Rijksmuseum Boerhaave, one of 16 national museums in the Netherlands, is home to “One of the most important scientific and medical history collections in the world”, according to The Times.
The rebuilding of the interior in 2016 was also an opportunity to reconsider the museum’s position. The Hague-based Silo Agency developed a new brand strategy, identity and means of communication; Fabrique is responsible for the new Boerhaave website. Boerhaave’s focus shifted from being “treasurers of a collection” to “offering the experience of discovery”.
Looking at the new graphic identity, the rebranding process must have been fun and exciting. On Silo’s Vimeo channel, a case animation and an experiment reel show how the main parts of the new logo, a square and a circle, can interact. Where circle meets square, chemistry happens. Glitches, distortion, blobs and sounds present Boerhaave in an abstract way exciting, fun, maybe even slightly disturbing.
In the main uses of the new identity (posters and website), the experiments are toned down. The logo animation became a mouse-over behaviour in the website. In print, the extra large ‘b’ logo somehow still seems to suggest it could change shape any moment. The suggestion of change is reinforced throughout all means of communication through the use of Optimo’s Px Grotesk for all text, from wordmark to logo.Px Grotesk changes its face from square to round, from human to mechanic in almost every word.
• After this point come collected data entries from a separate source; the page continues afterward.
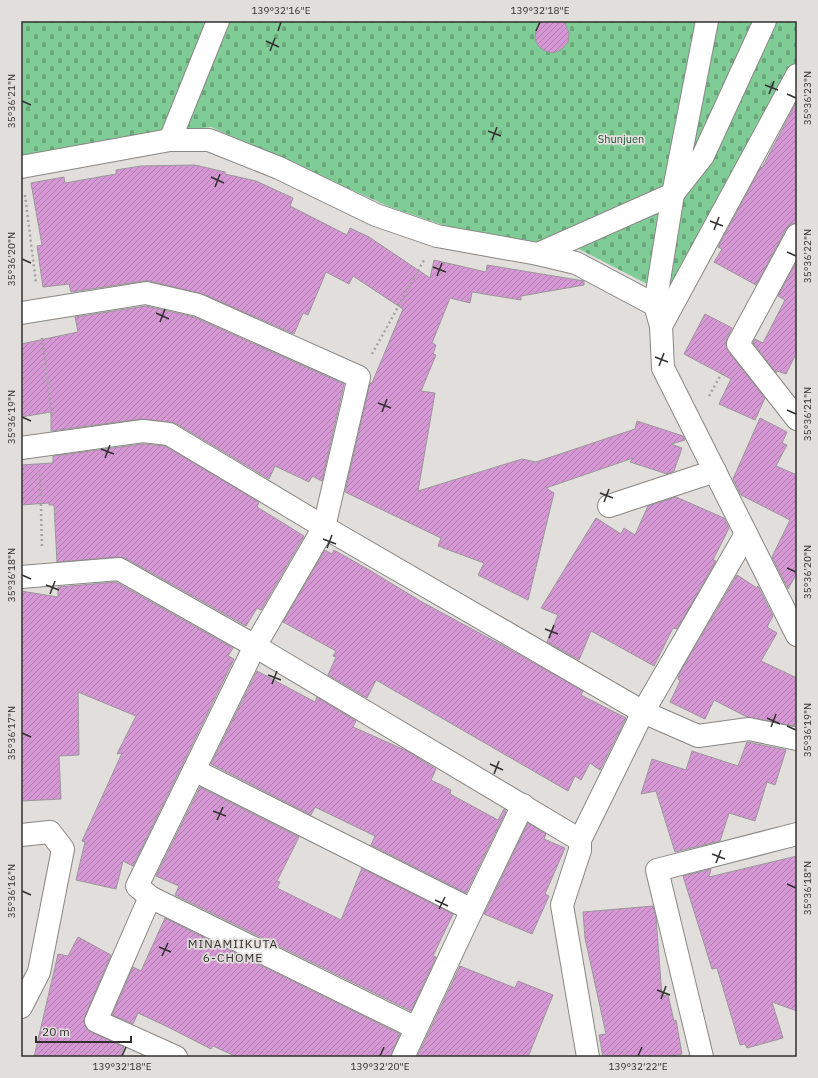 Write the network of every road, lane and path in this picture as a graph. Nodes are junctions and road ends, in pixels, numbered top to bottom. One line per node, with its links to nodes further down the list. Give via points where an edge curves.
1 (218, 21): 5 (street)
2 (707, 21): 7 (street)
3 (765, 21): 7 (street, via 703,156)
4 (797, 75): 13 (street)
5 (170, 140): 6 (street); 9 (street, via 209,140 279,168 376,215)
6 (21, 167): 12 (path)
7 (673, 194): 10 (street); 11 (street)
8 (797, 235): 14 (street)
9 (437, 236): 10 (street); 15 (path)
10 (538, 254): 11 (street, via 576,263)
11 (655, 305): 13 (street)
12 (30, 311): 15 (street, via 146,293 198,305); 18 (path)
13 (661, 326): 17 (street, via 663,368)
14 (738, 344): 16 (street); 17 (path)
15 (359, 377): 21 (street)
16 (797, 419)
17 (692, 425): 19 (street)
18 (39, 445): 21 (street, via 143,431 169,434); 23 (path)
19 (715, 471): 20 (street); 22 (street)
20 (609, 506)
21 (324, 527): 26 (street); 27 (street)
22 (746, 534): 25 (street); 27 (street)
23 (42, 576): 24 (street); 26 (street, via 120,569)
24 (21, 577)
25 (797, 635)
26 (255, 646): 29 (street); 30 (street)
27 (643, 712): 28 (street, via 698,736 749,729); 33 (street)
28 (797, 739)
29 (194, 770): 34 (street, via 137,886); 35 (street)
30 (523, 806): 33 (street); 35 (street)
31 (797, 834): 41 (street, via 657,870)
32 (21, 835): 36 (street, via 50,832 63,849 39,972)
33 (580, 840): 40 (street, via 580,850 562,905)
34 (150, 898): 37 (street); 38 (street, via 96,1021)
35 (472, 910): 37 (street)
36 (21, 1007)
37 (416, 1028): 39 (street)
38 (176, 1057)
39 (403, 1057)
40 (588, 1057)
41 (702, 1057) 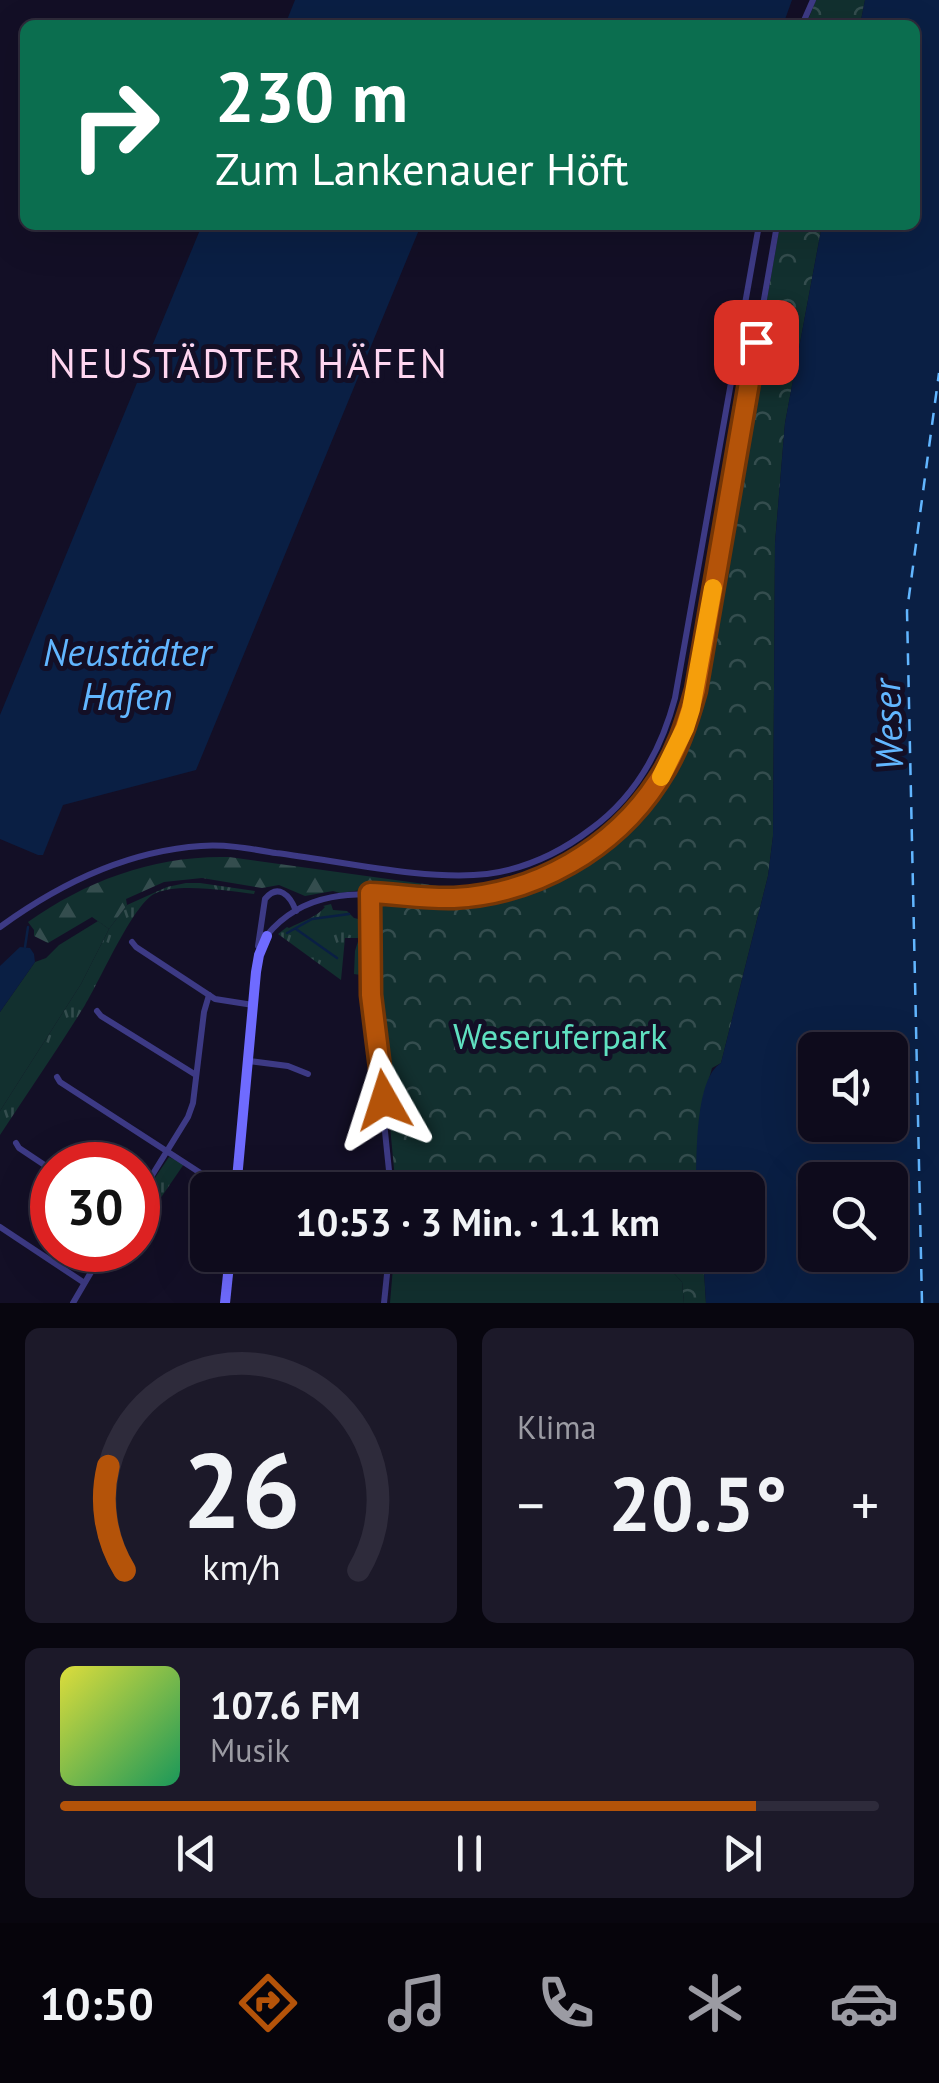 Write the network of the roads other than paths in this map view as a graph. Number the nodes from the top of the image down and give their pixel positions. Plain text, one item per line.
1 (758, 230) edge
2 (776, 230) edge
3 (370, 893) junction
4 (296, 911) junction
5 (0, 928) edge
6 (266, 936) joint
7 (132, 942) dead end
8 (259, 955) junction
9 (209, 995) junction
10 (253, 1005) junction
11 (97, 1011) dead end
12 (248, 1060) junction
13 (308, 1074) dead end
14 (196, 1075) junction
15 (57, 1077) dead end
16 (16, 1143) dead end
17 (167, 1152) junction
18 (30, 1155) edge
19 (160, 1163) edge
20 (199, 1172) edge
21 (238, 1172) edge
22 (389, 1172) edge
23 (0, 1227) edge
24 (90, 1272) edge
25 (228, 1272) edge
26 (388, 1272) edge
27 (83, 1282) junction
28 (73, 1303) edge
29 (225, 1303) edge
30 (384, 1303) edge

1 - 5 street
2 - 3 street
3 - 4 street
3 - 22 street
4 - 6 street
4 - 8 street
6 - 8 street
7 - 9 street
8 - 10 street
9 - 10 street
9 - 14 street
10 - 12 street
11 - 14 street
12 - 13 street
12 - 21 street
14 - 17 street
15 - 17 street
16 - 18 street
17 - 19 street
17 - 20 street
23 - 27 street
24 - 27 street
25 - 29 street
26 - 30 street
27 - 28 street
In text sizes, Px Grotesk’s quirks almost seem absent; in larger sizes, its quirky glyphs amplify the colourful imagery, while adding a twist to the rational and austere side of both the font itself and Silo’s typography.
Detail page of the Boerhaave website. Part of the collection is accessible through the website with clear photography and compact information about a variety of collection objects.